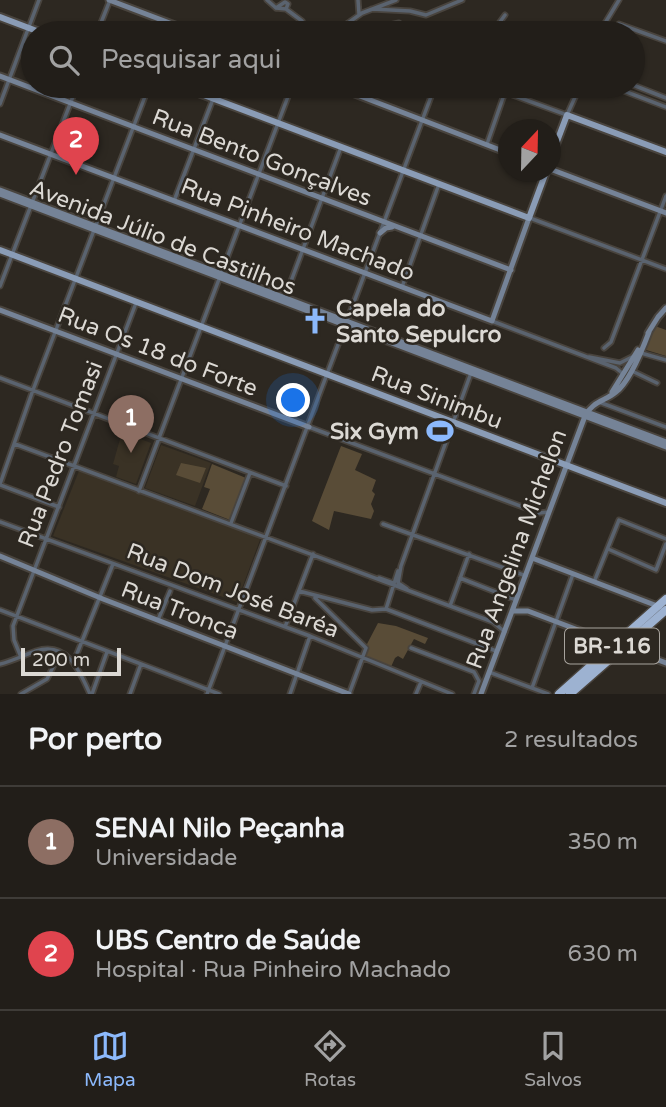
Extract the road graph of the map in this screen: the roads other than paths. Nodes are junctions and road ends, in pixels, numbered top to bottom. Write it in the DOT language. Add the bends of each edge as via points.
graph roads {
  1 [pos="39,0"];
  2 [pos="109,0"];
  3 [pos="267,0"];
  4 [pos="358,0"];
  5 [pos="396,0"];
  6 [pos="462,0"];
  7 [pos="619,0"];
  8 [pos="372,9"];
  9 [pos="359,14"];
  10 [pos="505,15"];
  11 [pos="0,17"];
  12 [pos="32,21"];
  13 [pos="101,21"];
  14 [pos="163,21"];
  15 [pos="302,21"];
  16 [pos="350,21"];
  17 [pos="501,21"];
  18 [pos="606,21"];
  19 [pos="21,25"];
  20 [pos="645,34"];
  21 [pos="666,41"];
  22 [pos="21,49"];
  23 [pos="0,76"];
  24 [pos="9,80"];
  25 [pos="21,84"];
  26 [pos="645,91"];
  27 [pos="58,98"];
  28 [pos="73,98"];
  29 [pos="145,98"];
  30 [pos="213,98"];
  31 [pos="287,98"];
  32 [pos="365,98"];
  33 [pos="430,98"];
  34 [pos="503,98"];
  35 [pos="521,98"];
  36 [pos="575,98"];
  37 [pos="643,98"];
  38 [pos="666,98"];
  39 [pos="71,103"];
  40 [pos="0,104"];
  41 [pos="666,107"];
  42 [pos="567,115"];
  43 [pos="421,120"];
  44 [pos="277,122"];
  45 [pos="134,127"];
  46 [pos="561,132"];
  47 [pos="0,135"];
  48 [pos="487,144"];
  49 [pos="341,147"];
  50 [pos="498,148"];
  51 [pos="194,150"];
  52 [pos="666,152"];
  53 [pos="51,154"];
  54 [pos="400,171"];
  55 [pos="561,173"];
  56 [pos="258,174"];
  57 [pos="113,178"];
  58 [pos="542,182"];
  59 [pos="439,184"];
  60 [pos="0,192"];
  61 [pos="666,196"];
  62 [pos="322,199"];
  63 [pos="174,201"];
  64 [pos="31,204"];
  65 [pos="663,211"];
  66 [pos="529,218"];
  67 [pos="383,222"];
  68 [pos="239,226"];
  69 [pos="395,227"];
  70 [pos="95,228"];
  71 [pos="380,233"];
  72 [pos="421,236"];
  73 [pos="0,250"];
  74 [pos="303,250"];
  75 [pos="12,254"];
  76 [pos="641,259"];
  77 [pos="666,269"];
  78 [pos="511,270"];
  79 [pos="365,274"];
  80 [pos="220,275"];
  81 [pos="76,279"];
  82 [pos="0,286"];
  83 [pos="402,288"];
  84 [pos="284,300"];
  85 [pos="136,303"];
  86 [pos="666,308"];
  87 [pos="0,310"];
  88 [pos="492,321"];
  89 [pos="346,324"];
  90 [pos="200,327"];
  91 [pos="56,331"];
  92 [pos="604,348"];
  93 [pos="639,351"];
  94 [pos="117,354"];
  95 [pos="583,356"];
  96 [pos="633,357"];
  97 [pos="666,360"];
  98 [pos="472,370"];
  99 [pos="631,370"];
  100 [pos="327,375"];
  101 [pos="0,378"];
  102 [pos="181,378"];
  103 [pos="624,378"];
  104 [pos="657,383"];
  105 [pos="33,390"];
  106 [pos="598,401"];
  107 [pos="94,413"];
  108 [pos="586,413"];
  109 [pos="453,422"];
  110 [pos="309,427"];
  111 [pos="666,427"];
  112 [pos="159,439"];
  113 [pos="15,444"];
  114 [pos="666,445"];
  115 [pos="567,465"];
  116 [pos="74,466"];
  117 [pos="250,473"];
  118 [pos="435,474"];
  119 [pos="0,484"];
  120 [pos="286,486"];
  121 [pos="139,491"];
  122 [pos="666,503"];
  123 [pos="58,507"];
  124 [pos="549,512"];
  125 [pos="539,513"];
  126 [pos="546,520"];
  127 [pos="0,522"];
  128 [pos="231,524"];
  129 [pos="383,524"];
  130 [pos="413,535"];
  131 [pos="266,537"];
  132 [pos="46,539"];
  133 [pos="666,541"];
  134 [pos="608,549"];
  135 [pos="313,554"];
  136 [pos="469,554"];
  137 [pos="0,556"];
  138 [pos="532,558"];
  139 [pos="660,558"];
  140 [pos="666,560"];
  141 [pos="113,564"];
  142 [pos="401,566"];
  143 [pos="35,569"];
  144 [pos="573,574"];
  145 [pos="526,576"];
  146 [pos="460,578"];
  147 [pos="594,583"];
  148 [pos="393,585"];
  149 [pos="170,591"];
  150 [pos="299,591"];
  151 [pos="409,591"];
  152 [pos="99,597"];
  153 [pos="314,597"];
  154 [pos="516,600"];
  155 [pos="666,600"];
  156 [pos="450,606"];
  157 [pos="386,609"];
  158 [pos="663,609"];
  159 [pos="0,610"];
  160 [pos="239,610"];
  161 [pos="512,611"];
  162 [pos="17,616"];
  163 [pos="158,620"];
  164 [pos="508,621"];
  165 [pos="493,622"];
  166 [pos="555,622"];
  167 [pos="285,627"];
  168 [pos="505,632"];
  169 [pos="310,636"];
  170 [pos="82,642"];
  171 [pos="619,645"];
  172 [pos="225,646"];
  173 [pos="411,648"];
  174 [pos="107,652"];
  175 [pos="497,652"];
  176 [pos="60,653"];
  177 [pos="21,657"];
  178 [pos="363,658"];
  179 [pos="74,661"];
  180 [pos="666,663"];
  181 [pos="0,664"];
  182 [pos="141,664"];
  183 [pos="489,672"];
  184 [pos="297,673"];
  185 [pos="421,682"];
  186 [pos="532,688"];
  187 [pos="208,692"];
  188 [pos="21,694"];
  189 [pos="91,694"];
  190 [pos="130,694"];
  191 [pos="219,694"];
  192 [pos="290,694"];
  193 [pos="349,694"];
  194 [pos="416,694"];
  195 [pos="452,694"];
  196 [pos="474,694"];
  197 [pos="481,694"];
  198 [pos="548,694"];
  199 [pos="559,694"];
  200 [pos="570,694"];
  1 -- 12 [label="street"];
  2 -- 13 [label="street"];
  2 -- 14 [label="street"];
  3 -- 15 [label="street"];
  4 -- 9 [label="street"];
  5 -- 8 [label="street"];
  6 -- 8 [label="street" via="426,15"];
  7 -- 18 [label="street"];
  8 -- 9 [label="street"];
  9 -- 16 [label="street"];
  10 -- 17 [label="street"];
  11 -- 19 [label="main road"];
  20 -- 21 [label="street"];
  22 -- 24 [label="street"];
  23 -- 24 [label="street, Rua Bento Gonçalves"];
  24 -- 25 [label="street, Rua Bento Gonçalves"];
  24 -- 40 [label="street"];
  26 -- 38 [label="street"];
  27 -- 39 [label="street, Rua Bento Gonçalves"];
  28 -- 39 [label="street"];
  29 -- 45 [label="street"];
  30 -- 44 [label="main road"];
  30 -- 51 [label="street"];
  31 -- 44 [label="street"];
  32 -- 43 [label="street"];
  33 -- 43 [label="street"];
  34 -- 48 [label="street"];
  35 -- 42 [label="street"];
  36 -- 42 [label="street"];
  37 -- 41 [label="street"];
  39 -- 45 [label="street, Rua Bento Gonçalves"];
  39 -- 53 [label="street"];
  42 -- 46 [label="main road"];
  42 -- 52 [label="main road"];
  43 -- 48 [label="street"];
  43 -- 54 [label="street"];
  44 -- 49 [label="main road"];
  44 -- 56 [label="street"];
  45 -- 51 [label="street, Rua Bento Gonçalves"];
  45 -- 57 [label="street"];
  47 -- 53 [label="street, Rua Pinheiro Machado"];
  48 -- 50 [label="street"];
  49 -- 54 [label="main road"];
  49 -- 62 [label="street"];
  51 -- 56 [label="street, Rua Bento Gonçalves"];
  51 -- 63 [label="street"];
  53 -- 57 [label="street, Rua Pinheiro Machado"];
  53 -- 64 [label="street"];
  54 -- 59 [label="main road"];
  54 -- 67 [label="street"];
  55 -- 65 [label="street"];
  56 -- 62 [label="street, Rua Bento Gonçalves"];
  56 -- 68 [label="street"];
  57 -- 63 [label="street, Rua Pinheiro Machado"];
  57 -- 70 [label="street"];
  58 -- 66 [label="main road"];
  59 -- 66 [label="main road"];
  59 -- 72 [label="street"];
  60 -- 64 [label="street, Avenida Júlio de Castilhos"];
  61 -- 65 [label="street"];
  62 -- 67 [label="street, Rua Bento Gonçalves"];
  62 -- 74 [label="street"];
  63 -- 68 [label="street, Rua Pinheiro Machado"];
  64 -- 70 [label="street, Avenida Júlio de Castilhos"];
  64 -- 75 [label="street"];
  65 -- 76 [label="street"];
  66 -- 76 [label="street"];
  66 -- 78 [label="street"];
  67 -- 69 [label="street, Rua Bento Gonçalves"];
  67 -- 71 [label="street"];
  68 -- 74 [label="street, Rua Pinheiro Machado"];
  68 -- 80 [label="street"];
  69 -- 71 [label="street"];
  69 -- 72 [label="street, Rua Bento Gonçalves"];
  70 -- 80 [label="street, Avenida Júlio de Castilhos"];
  70 -- 81 [label="street"];
  71 -- 79 [label="street"];
  72 -- 78 [label="street, Rua Bento Gonçalves"];
  72 -- 83 [label="street"];
  73 -- 75 [label="main road, Rua Sinimbu"];
  74 -- 79 [label="street, Rua Pinheiro Machado"];
  74 -- 84 [label="street"];
  75 -- 81 [label="main road, Rua Sinimbu"];
  75 -- 82 [label="street"];
  76 -- 77 [label="street"];
  76 -- 92 [label="street" via="611,342"];
  78 -- 88 [label="street"];
  79 -- 83 [label="street, Rua Pinheiro Machado"];
  79 -- 89 [label="street"];
  80 -- 84 [label="street, Avenida Júlio de Castilhos"];
  80 -- 90 [label="street"];
  81 -- 85 [label="main road, Rua Sinimbu"];
  81 -- 91 [label="street"];
  83 -- 88 [label="street, Rua Pinheiro Machado"];
  84 -- 89 [label="street, Avenida Júlio de Castilhos"];
  85 -- 90 [label="main road, Rua Sinimbu"];
  85 -- 94 [label="street, Rua Pedro Tomasi"];
  86 -- 93 [label="street"];
  87 -- 91 [label="street, Rua Os 18 do Forte"];
  88 -- 95 [label="street, Rua Pinheiro Machado"];
  89 -- 98 [label="street, Avenida Júlio de Castilhos"];
  89 -- 100 [label="street"];
  90 -- 100 [label="main road, Rua Sinimbu"];
  90 -- 102 [label="street"];
  91 -- 94 [label="street, Rua Os 18 do Forte"];
  91 -- 105 [label="street"];
  93 -- 96 [label="street"];
  93 -- 97 [label="street"];
  93 -- 99 [label="street"];
  94 -- 102 [label="street, Rua Os 18 do Forte"];
  94 -- 107 [label="street, Rua Pedro Tomasi"];
  95 -- 96 [label="street, Rua Pinheiro Machado" via="620,363"];
  95 -- 103 [label="street, Rua Pinheiro Machado" via="616,368"];
  96 -- 103 [label="street"];
  98 -- 108 [label="street, Avenida Júlio de Castilhos"];
  98 -- 109 [label="street"];
  99 -- 103 [label="street"];
  99 -- 104 [label="street"];
  100 -- 109 [label="main road, Rua Sinimbu"];
  100 -- 110 [label="street"];
  101 -- 105 [label="street"];
  102 -- 110 [label="street, Rua Os 18 do Forte"];
  102 -- 112 [label="street"];
  103 -- 106 [label="street" via="617,391"];
  105 -- 107 [label="street"];
  105 -- 113 [label="street"];
  106 -- 108 [label="street"];
  106 -- 111 [label="street"];
  107 -- 112 [label="street"];
  107 -- 116 [label="street, Rua Pedro Tomasi"];
  108 -- 114 [label="street, Avenida Júlio de Castilhos"];
  108 -- 115 [label="street, Rua Angelina Michelon"];
  109 -- 115 [label="main road, Rua Sinimbu"];
  109 -- 118 [label="street"];
  110 -- 118 [label="street, Rua Os 18 do Forte"];
  110 -- 120 [label="street"];
  112 -- 117 [label="street"];
  112 -- 121 [label="street"];
  113 -- 116 [label="street"];
  113 -- 119 [label="street"];
  115 -- 122 [label="main road, Rua Sinimbu"];
  115 -- 124 [label="street, Rua Angelina Michelon"];
  116 -- 121 [label="street"];
  116 -- 123 [label="street, Rua Pedro Tomasi"];
  117 -- 120 [label="street"];
  117 -- 128 [label="street"];
  118 -- 125 [label="street, Rua Os 18 do Forte"];
  118 -- 130 [label="street"];
  119 -- 123 [label="street"];
  120 -- 131 [label="street"];
  121 -- 128 [label="street"];
  123 -- 132 [label="street, Rua Pedro Tomasi"];
  124 -- 125 [label="street, Rua Os 18 do Forte"];
  124 -- 126 [label="street, Rua Angelina Michelon"];
  125 -- 126 [label="street, Rua Os 18 do Forte"];
  126 -- 138 [label="street, Rua Angelina Michelon"];
  127 -- 132 [label="street, Rua Dom José Baréa"];
  128 -- 131 [label="street"];
  129 -- 130 [label="street"];
  130 -- 136 [label="street"];
  130 -- 142 [label="street"];
  131 -- 135 [label="street"];
  131 -- 160 [label="street"];
  132 -- 141 [label="street, Rua Dom José Baréa"];
  132 -- 143 [label="street, Rua Pedro Tomasi"];
  133 -- 134 [label="street" via="619,520"];
  133 -- 139 [label="street"];
  134 -- 139 [label="street" via="656,570"];
  134 -- 147 [label="street"];
  135 -- 148 [label="street"];
  135 -- 150 [label="street"];
  136 -- 145 [label="street"];
  136 -- 146 [label="street"];
  137 -- 143 [label="street, Rua Tronca"];
  138 -- 144 [label="street"];
  138 -- 145 [label="street, Rua Angelina Michelon"];
  139 -- 140 [label="street"];
  141 -- 152 [label="street"];
  141 -- 160 [label="street, Rua Dom José Baréa"];
  142 -- 148 [label="street"];
  142 -- 151 [label="street" via="398,583"];
  143 -- 152 [label="street, Rua Tronca"];
  143 -- 162 [label="street, Rua Pedro Tomasi"];
  144 -- 147 [label="street"];
  144 -- 166 [label="street"];
  145 -- 154 [label="street, Rua Angelina Michelon"];
  146 -- 154 [label="street"];
  146 -- 156 [label="street"];
  147 -- 158 [label="street"];
  148 -- 151 [label="street"];
  148 -- 157 [label="street"];
  149 -- 163 [label="street"];
  150 -- 153 [label="street"];
  150 -- 167 [label="street"];
  151 -- 156 [label="street"];
  152 -- 163 [label="street, Rua Tronca"];
  152 -- 170 [label="street"];
  153 -- 157 [label="street"];
  153 -- 178 [label="street" via="365,645"];
  154 -- 161 [label="street, Rua Angelina Michelon"];
  155 -- 158 [label="highway, BR-116"];
  156 -- 165 [label="street"];
  157 -- 175 [label="street"];
  158 -- 171 [label="highway, BR-116"];
  159 -- 162 [label="street"];
  160 -- 167 [label="street, Rua Dom José Baréa"];
  160 -- 172 [label="street"];
  161 -- 164 [label="street, Rua Angelina Michelon"];
  161 -- 166 [label="street" via="528,611"];
  162 -- 170 [label="street"];
  162 -- 177 [label="street, Rua Pedro Tomasi" via="12,633"];
  163 -- 172 [label="street, Rua Tronca"];
  164 -- 165 [label="street"];
  164 -- 168 [label="street, Rua Angelina Michelon"];
  165 -- 168 [label="street"];
  166 -- 171 [label="street"];
  166 -- 186 [label="street"];
  167 -- 169 [label="street, Rua Dom José Baréa"];
  168 -- 175 [label="street, Rua Angelina Michelon"];
  169 -- 178 [label="street, Rua Dom José Baréa"];
  169 -- 184 [label="street"];
  170 -- 174 [label="street"];
  170 -- 179 [label="street"];
  171 -- 180 [label="street"];
  171 -- 199 [label="highway, BR-116"];
  171 -- 200 [label="highway, BR-116"];
  172 -- 184 [label="street, Rua Tronca"];
  172 -- 187 [label="street"];
  173 -- 196 [label="street" via="474,672 479,681"];
  174 -- 182 [label="street"];
  174 -- 189 [label="street"];
  175 -- 183 [label="street, Rua Angelina Michelon"];
  176 -- 177 [label="street" via="43,649"];
  176 -- 179 [label="street"];
  176 -- 188 [label="street" via="47,679"];
  177 -- 181 [label="street"];
  178 -- 185 [label="street, Rua Dom José Baréa"];
  178 -- 193 [label="street"];
  179 -- 189 [label="street"];
  182 -- 187 [label="street"];
  182 -- 190 [label="street"];
  183 -- 186 [label="street"];
  183 -- 197 [label="street, Rua Angelina Michelon"];
  184 -- 192 [label="street"];
  184 -- 193 [label="street, Rua Tronca"];
  185 -- 194 [label="street"];
  185 -- 195 [label="street, Rua Dom José Baréa"];
  186 -- 198 [label="street"];
  187 -- 191 [label="street"];
}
-=-=-=-=-
**Task requirements**
What is needed is every line of the records that contains the word "Bento".

**Finished task**
  23 -- 24 [label="street, Rua Bento Gonçalves"];
  24 -- 25 [label="street, Rua Bento Gonçalves"];
  27 -- 39 [label="street, Rua Bento Gonçalves"];
  39 -- 45 [label="street, Rua Bento Gonçalves"];
  45 -- 51 [label="street, Rua Bento Gonçalves"];
  51 -- 56 [label="street, Rua Bento Gonçalves"];
  56 -- 62 [label="street, Rua Bento Gonçalves"];
  62 -- 67 [label="street, Rua Bento Gonçalves"];
  67 -- 69 [label="street, Rua Bento Gonçalves"];
  69 -- 72 [label="street, Rua Bento Gonçalves"];
  72 -- 78 [label="street, Rua Bento Gonçalves"];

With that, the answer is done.